**TASK ITEM**
Collect all lines from the listing that include the string "NUMURKAH".
****
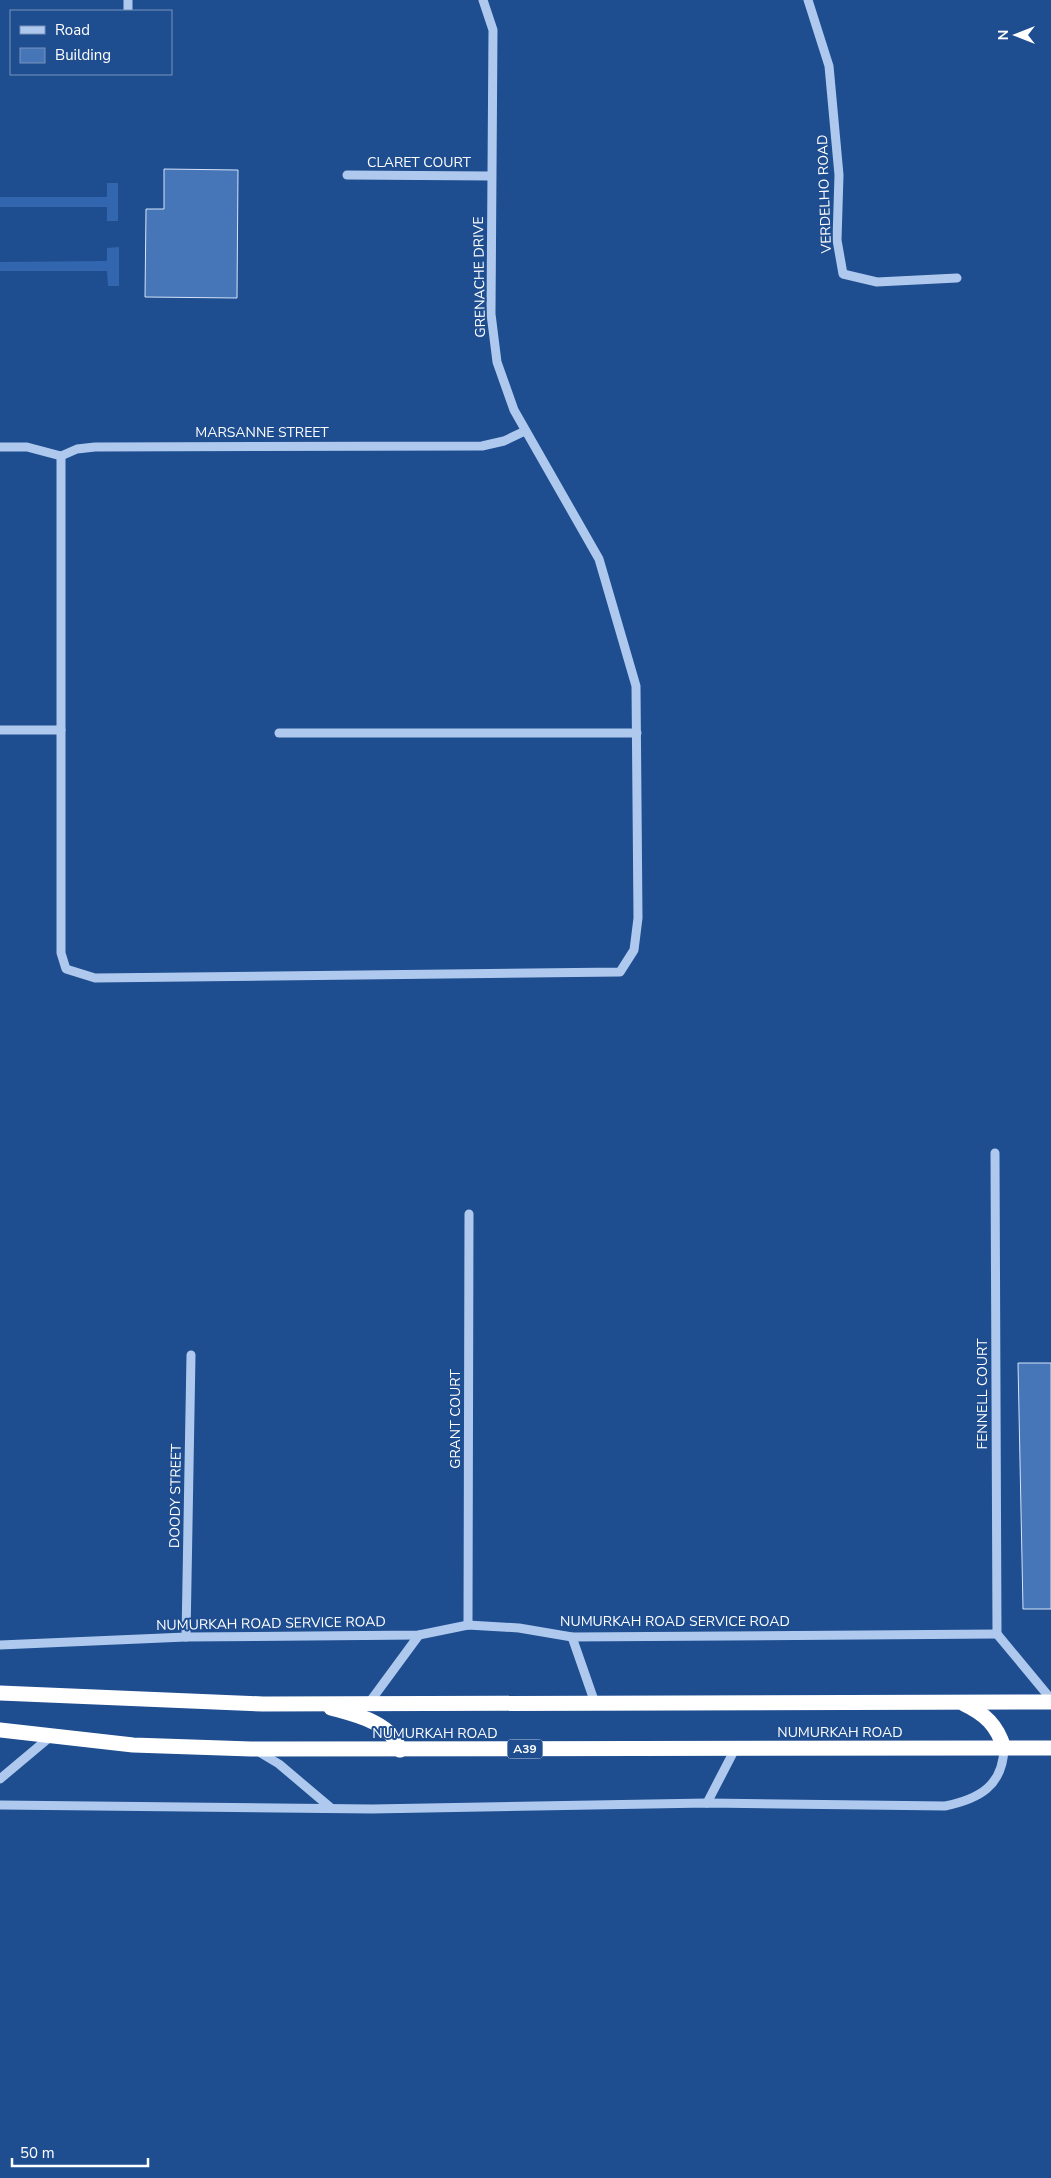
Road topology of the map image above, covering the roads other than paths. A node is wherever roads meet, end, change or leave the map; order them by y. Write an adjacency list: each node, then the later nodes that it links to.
1 (483, 0): 4 (street, GRENACHE DRIVE)
2 (808, 0): 5 (street, VERDELHO ROAD)
3 (347, 176): 4 (street, CLARET COURT)
4 (491, 176): 6 (street, GRENACHE DRIVE)
5 (957, 278)
6 (525, 431): 8 (street, MARSANNE STREET); 12 (street, GRENACHE DRIVE)
7 (0, 447): 8 (street)
8 (62, 456): 10 (street)
9 (0, 730): 10 (street)
10 (62, 730): 12 (street, GRENACHE DRIVE)
11 (279, 733): 12 (street)
12 (637, 733)
13 (995, 1153): 17 (street, FENNELL COURT)
14 (469, 1214): 16 (street, GRANT COURT)
15 (192, 1354): 19 (street, DOODY STREET)
16 (468, 1625): 18 (street, NUMURKAH ROAD SERVICE ROAD); 20 (street, NUMURKAH ROAD SERVICE ROAD)
17 (997, 1634): 20 (street, NUMURKAH ROAD SERVICE ROAD); 23 (street)
18 (419, 1635): 19 (street, NUMURKAH ROAD SERVICE ROAD); 26 (street)
19 (186, 1637): 21 (street, NUMURKAH ROAD SERVICE ROAD)
20 (572, 1637): 27 (street)
21 (0, 1645)
22 (0, 1693): 25 (highway)
23 (1051, 1700): 24 (highway)
24 (960, 1702): 27 (highway); 30 (highway)
25 (315, 1703): 26 (highway); 34 (highway)
26 (369, 1703): 27 (highway)
27 (595, 1703)
28 (0, 1730): 29 (highway, NUMURKAH ROAD / A39)
29 (50, 1737): 32 (highway, NUMURKAH ROAD / A39); 35 (street)
30 (1004, 1748): 31 (highway, NUMURKAH ROAD / A39); 33 (highway, NUMURKAH ROAD / A39); 36 (street)
31 (1051, 1748)
32 (252, 1749): 34 (highway, NUMURKAH ROAD / A39); 38 (street)
33 (735, 1749): 34 (highway, NUMURKAH ROAD / A39); 36 (street)
34 (400, 1750)
35 (0, 1779)
36 (707, 1803): 38 (street)
37 (0, 1805): 38 (street)
38 (332, 1808)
****
**EXPECTED ANSWER**
16 (468, 1625): 18 (street, NUMURKAH ROAD SERVICE ROAD); 20 (street, NUMURKAH ROAD SERVICE ROAD)
17 (997, 1634): 20 (street, NUMURKAH ROAD SERVICE ROAD); 23 (street)
18 (419, 1635): 19 (street, NUMURKAH ROAD SERVICE ROAD); 26 (street)
19 (186, 1637): 21 (street, NUMURKAH ROAD SERVICE ROAD)
28 (0, 1730): 29 (highway, NUMURKAH ROAD / A39)
29 (50, 1737): 32 (highway, NUMURKAH ROAD / A39); 35 (street)
30 (1004, 1748): 31 (highway, NUMURKAH ROAD / A39); 33 (highway, NUMURKAH ROAD / A39); 36 (street)
32 (252, 1749): 34 (highway, NUMURKAH ROAD / A39); 38 (street)
33 (735, 1749): 34 (highway, NUMURKAH ROAD / A39); 36 (street)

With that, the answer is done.